Many extravagant meetings, and the free giveaways that went with them, went the way of budget cuts in recent years.

"It's the same with the annual report," said Ronald Mueller, a partner with Gibson, Dunn & Crutcher LLP in Washington and a contributor to the book Preparing For Your 2005 Annual Meeting.

Good, bad times

"When companies are having good years," he said, "they often have large annual reports with lots of pictures in it. In tough times, and when the stock price may not be performing as well, they don't want to say the stock is falling 50 percent and have people question why they're spending all this money on a report."

Companies with deep local roots and employees or retirees who hold shares in the company and live nearby, such as McCormick, are generally the ones who get high attendance. The Rouse Co. of Columbia, before it was bought by General Growth Properties Inc. of Chicago, once had a large following of shareholders at its meetings.
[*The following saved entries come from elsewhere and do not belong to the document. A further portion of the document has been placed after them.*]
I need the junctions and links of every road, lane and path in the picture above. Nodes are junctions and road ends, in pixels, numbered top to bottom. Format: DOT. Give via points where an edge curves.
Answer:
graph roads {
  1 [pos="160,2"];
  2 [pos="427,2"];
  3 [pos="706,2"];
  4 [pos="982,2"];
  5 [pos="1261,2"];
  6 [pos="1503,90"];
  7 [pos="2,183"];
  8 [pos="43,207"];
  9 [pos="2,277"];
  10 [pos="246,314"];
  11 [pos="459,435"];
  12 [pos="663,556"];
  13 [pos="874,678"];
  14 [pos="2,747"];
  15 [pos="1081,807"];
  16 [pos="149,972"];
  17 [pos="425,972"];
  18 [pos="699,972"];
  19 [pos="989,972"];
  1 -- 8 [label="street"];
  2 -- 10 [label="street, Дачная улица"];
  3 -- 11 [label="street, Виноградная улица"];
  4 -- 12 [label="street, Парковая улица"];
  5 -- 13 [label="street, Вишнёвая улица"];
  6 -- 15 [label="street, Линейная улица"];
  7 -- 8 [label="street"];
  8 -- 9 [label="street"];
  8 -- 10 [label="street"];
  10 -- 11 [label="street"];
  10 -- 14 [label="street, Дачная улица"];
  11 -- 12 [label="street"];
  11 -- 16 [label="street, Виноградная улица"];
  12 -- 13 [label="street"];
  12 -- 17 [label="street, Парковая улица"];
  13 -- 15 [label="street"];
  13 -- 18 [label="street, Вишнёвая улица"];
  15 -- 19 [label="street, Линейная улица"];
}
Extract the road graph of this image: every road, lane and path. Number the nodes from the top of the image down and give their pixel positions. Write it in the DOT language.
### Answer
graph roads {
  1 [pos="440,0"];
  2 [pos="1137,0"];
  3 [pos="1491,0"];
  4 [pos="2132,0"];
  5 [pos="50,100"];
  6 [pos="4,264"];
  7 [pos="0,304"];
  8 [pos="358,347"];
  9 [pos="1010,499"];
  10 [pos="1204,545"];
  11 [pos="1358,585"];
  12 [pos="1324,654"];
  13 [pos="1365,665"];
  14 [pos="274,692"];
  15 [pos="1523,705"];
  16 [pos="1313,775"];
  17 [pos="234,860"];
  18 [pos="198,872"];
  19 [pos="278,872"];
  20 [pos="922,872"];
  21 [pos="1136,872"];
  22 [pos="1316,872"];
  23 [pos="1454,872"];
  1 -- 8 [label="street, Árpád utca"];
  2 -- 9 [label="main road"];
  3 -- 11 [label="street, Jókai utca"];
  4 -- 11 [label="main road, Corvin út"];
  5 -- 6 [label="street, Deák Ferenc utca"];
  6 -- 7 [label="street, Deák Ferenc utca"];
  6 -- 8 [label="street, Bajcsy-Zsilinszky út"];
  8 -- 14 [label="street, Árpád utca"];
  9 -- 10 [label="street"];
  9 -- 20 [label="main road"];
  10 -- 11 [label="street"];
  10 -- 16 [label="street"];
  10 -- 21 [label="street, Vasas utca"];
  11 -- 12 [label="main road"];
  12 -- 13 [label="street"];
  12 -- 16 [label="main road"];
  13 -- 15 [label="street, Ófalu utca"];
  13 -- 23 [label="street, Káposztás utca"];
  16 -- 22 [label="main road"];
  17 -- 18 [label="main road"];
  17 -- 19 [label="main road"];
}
Many shareholders felt a connection to the company that helped build its home town.

Controversy can also spur attendance. Walt Disney Co. has entertained a larger audience in recent years because of management turmoil.

Towson-based Black & Decker Corp., on the other hand, has a no-frills meeting that it isn't ashamed of. It doesn't give out anything free or have a fancy slide show. Few shareholders attend.

"Our attendance is relatively small because ours is strictly a business meeting, whereas McCormick's is an event," Black & Decker spokeswoman Barbara Lucas said.

Southwest Airlines Co. gives out peanuts and a set of two round-trip tickets at its meeting. About 200 shareholders attend, spokeswoman Edna Ruano said.

McCormick officials can't remember when they first started with the goodie bags. They've been doing it for at least the 15 years that Betty Marchman, administrative assistant for the company's communications department, has worked at McCormick.